Dalam kasus adanya pencabutan status kepailitan oleh pengadilan, namun aset PT tidak mencukupi biaya kepailitan, apakah pembubaran PT tetap dapat dilakukan? Bagaimana mekanisme penyelesaian tanggung jawab hukum pada pihak ketiga (kreditur)?

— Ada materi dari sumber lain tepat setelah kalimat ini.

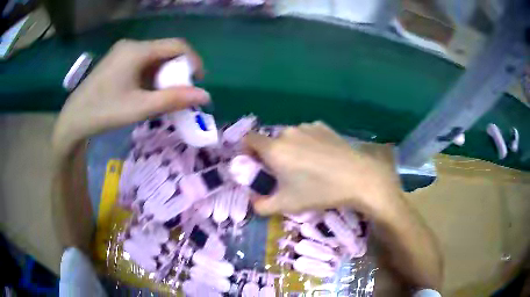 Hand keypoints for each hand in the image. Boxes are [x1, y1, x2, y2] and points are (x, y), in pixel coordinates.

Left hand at [52, 39, 209, 158]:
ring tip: (162, 97)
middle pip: (165, 51)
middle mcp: (132, 45)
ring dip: (163, 75)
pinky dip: (150, 76)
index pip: (177, 45)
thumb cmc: (105, 112)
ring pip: (153, 58)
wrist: (74, 119)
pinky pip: (141, 63)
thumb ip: (173, 100)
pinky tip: (145, 92)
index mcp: (138, 50)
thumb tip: (205, 95)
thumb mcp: (140, 108)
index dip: (193, 61)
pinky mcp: (116, 61)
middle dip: (177, 71)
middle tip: (178, 94)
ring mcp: (122, 52)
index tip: (198, 82)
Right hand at [245, 122, 402, 218]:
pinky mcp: (322, 126)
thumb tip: (253, 201)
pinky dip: (307, 143)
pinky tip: (322, 158)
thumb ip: (262, 205)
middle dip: (272, 156)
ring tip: (307, 166)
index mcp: (274, 149)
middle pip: (271, 141)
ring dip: (291, 149)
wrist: (357, 177)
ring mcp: (306, 127)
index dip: (247, 151)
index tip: (256, 165)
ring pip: (290, 137)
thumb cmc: (319, 191)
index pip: (249, 139)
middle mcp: (287, 132)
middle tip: (285, 173)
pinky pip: (307, 134)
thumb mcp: (286, 204)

Dalam kasus di mana status kepailitan PT dicabut oleh pengadilan, namun aset perseroan tidak mencukupi untuk menutup biaya kepailitan, pembubaran PT tetap dapat dilakukan sesuai ketentuan Pasal 142 ayat (1) Undang-Undang No. 40 Tahun 2007 tentang Perseroan Terbatas (UU PT), yang menyebutkan salah satu alasan pembubaran PT adalah jika harta pailit dinyatakan tidak cukup untuk membayar biaya kepailitan. Setelah pembubaran, terdapat tahapan likuidasi yang dilakukan oleh likuidator, di mana tugas likuidator adalah menyelesaikan segala kewajiban perseroan, termasuk membayar utang kepada kreditur sesuai urutan prioritas yang diatur dalam hukum kepailitan dan likuidasi. Jika aset PT tidak mencukupi untuk melunasi seluruh utang, maka tanggung jawab perseroan sebagai badan hukum akan berakhir setelah likuidasi selesai dan sisa kewajiban yang tak terbayar menjadi kerugian kreditur, kecuali dapat dibuktikan ada unsur melawan hukum atau kelalaian direksi, komisaris, maupun pemegang saham yang menyebabkan kerugian tersebut, sehingga bisa dimintai pertanggungjawaban secara pribadi.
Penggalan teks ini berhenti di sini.